Option B: Run in foreground

export OA2A_OPENAI_BASE_URL=http://localhost:8000/v1
export OA2A_OPENAI_API_KEY=dummy

oa2a                    # Run server in foreground (blocking)
# Press Ctrl+C to stop

4. Use in Your App

import anthropic

client = anthropic.Anthropic(
    base_url="http://localhost:8080",  # Point to proxy
    api_key="dummy-key",  # Not used
)

message = client.messages.create(
    model="meta-llama/Llama-2-7b-chat-hf",  # Your local model name
    max_tokens=1024,
    messages=[{"role": "user", "content": "Hello!"}],
)

print(message.content[0].text)

Using with Claude Code

You can configure Claude Code to use your local LLM through this proxy.

Configuration Steps

  1. Create or edit Claude Code config file at ~/.claude/CLAUDE.md:
# Claude Code Configuration

## API Settings

- Claude API Base URL: http://localhost:8080
- Claude API Key: dummy-key

## Model Settings

Use model: meta-llama/Llama-2-7b-chat-hf  # Your local model name
  1. Alternatively, set environment variables before running Claude Code:
export ANTHROPIC_BASE_URL=http://localhost:8080
export ANTHROPIC_API_KEY=dummy-key

claude
  1. Or use the --api-key and --base-url flags:
claude --api-key dummy-key --base-url http://localhost:8080

Complete Workflow Example

Terminal 1 - Start your local LLM:

vllm serve meta-llama/Llama-2-7b-chat-hf

Terminal 2 - Start the proxy:

export OA2A_OPENAI_BASE_URL=http://localhost:8000/v1
export OA2A_OPENAI_API_KEY=dummy
export OA2A_TAVILY_API_KEY="tvly-your-tavily-api-key"  # Optional: enable web search

oa2a

Terminal 3 - Launch Claude Code with local LLM:

export ANTHROPIC_BASE_URL=http://localhost:8080
export ANTHROPIC_API_KEY=dummy-key

claude

Now Claude Code will use your local LLM instead of the cloud API.


Features

  • Streaming responses - Real-time token streaming via SSE
  • Tool calling - Local LLM function calling support
  • Vision models - Multi-modal input for vision-capable models
  • Web Search - Give your local LLM internet access (see below)
  • Thinking mode - Supports reasoning/thinking model outputs

Web Search Capability 🔍

Bridge the gap: Give your local LLM the web search power that Claude Code users enjoy!
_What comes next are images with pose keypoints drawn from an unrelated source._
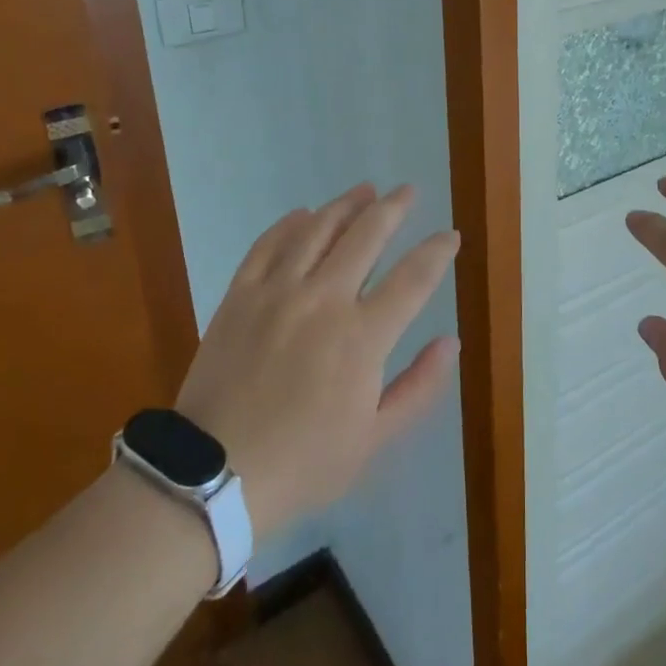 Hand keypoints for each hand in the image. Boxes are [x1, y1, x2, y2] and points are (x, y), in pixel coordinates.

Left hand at [174, 184, 459, 538]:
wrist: (214, 475)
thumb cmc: (303, 462)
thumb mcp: (374, 440)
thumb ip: (419, 387)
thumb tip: (451, 343)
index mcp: (362, 337)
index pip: (413, 278)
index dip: (437, 251)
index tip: (450, 236)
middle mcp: (324, 300)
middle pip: (367, 236)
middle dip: (394, 208)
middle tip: (408, 191)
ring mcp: (278, 292)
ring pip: (318, 230)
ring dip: (346, 205)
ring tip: (365, 190)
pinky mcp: (241, 295)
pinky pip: (268, 244)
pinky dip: (290, 224)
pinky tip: (304, 214) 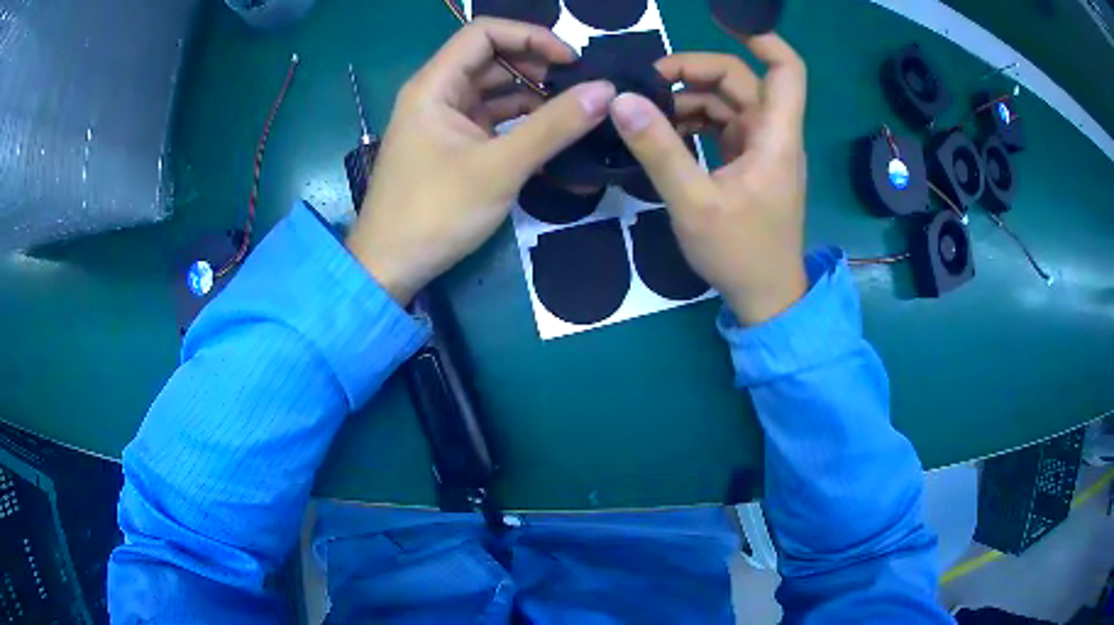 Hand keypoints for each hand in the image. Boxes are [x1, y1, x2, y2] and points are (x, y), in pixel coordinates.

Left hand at [346, 18, 616, 304]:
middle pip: (492, 59)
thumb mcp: (500, 167)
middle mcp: (437, 94)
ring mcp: (445, 121)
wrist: (391, 267)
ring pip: (495, 91)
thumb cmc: (435, 213)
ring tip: (575, 114)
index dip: (530, 36)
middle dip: (538, 67)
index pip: (484, 33)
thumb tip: (607, 91)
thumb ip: (554, 126)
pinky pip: (492, 120)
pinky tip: (552, 137)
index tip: (571, 61)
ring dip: (534, 97)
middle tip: (580, 89)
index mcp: (435, 85)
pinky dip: (521, 123)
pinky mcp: (453, 146)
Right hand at [609, 34, 808, 324]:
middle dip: (695, 72)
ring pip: (729, 104)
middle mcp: (774, 135)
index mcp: (775, 137)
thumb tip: (621, 100)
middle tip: (648, 83)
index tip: (723, 21)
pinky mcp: (751, 166)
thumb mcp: (693, 203)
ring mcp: (763, 151)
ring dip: (690, 99)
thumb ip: (658, 149)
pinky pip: (723, 127)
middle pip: (742, 82)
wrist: (766, 298)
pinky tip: (666, 133)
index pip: (787, 70)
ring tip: (648, 112)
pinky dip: (695, 122)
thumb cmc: (740, 254)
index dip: (762, 38)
When using locally-hosted models with Claude Code, you lose access to the built-in web search tool. This proxy fills that gap by providing a server-side web search implementation powered by Tavily.

The Problem

Scenario Web Search Available?
Using Claude (cloud) in Claude Code ✅ Built-in
Using local vLLM/SGLang in Claude Code ❌ Not available
Using this proxy + local LLM Enabled via Tavily

How It Works

Claude Code → Anthropic SDK → This Proxy → Local LLM
                                      ↓
                                 Tavily API (Web Search)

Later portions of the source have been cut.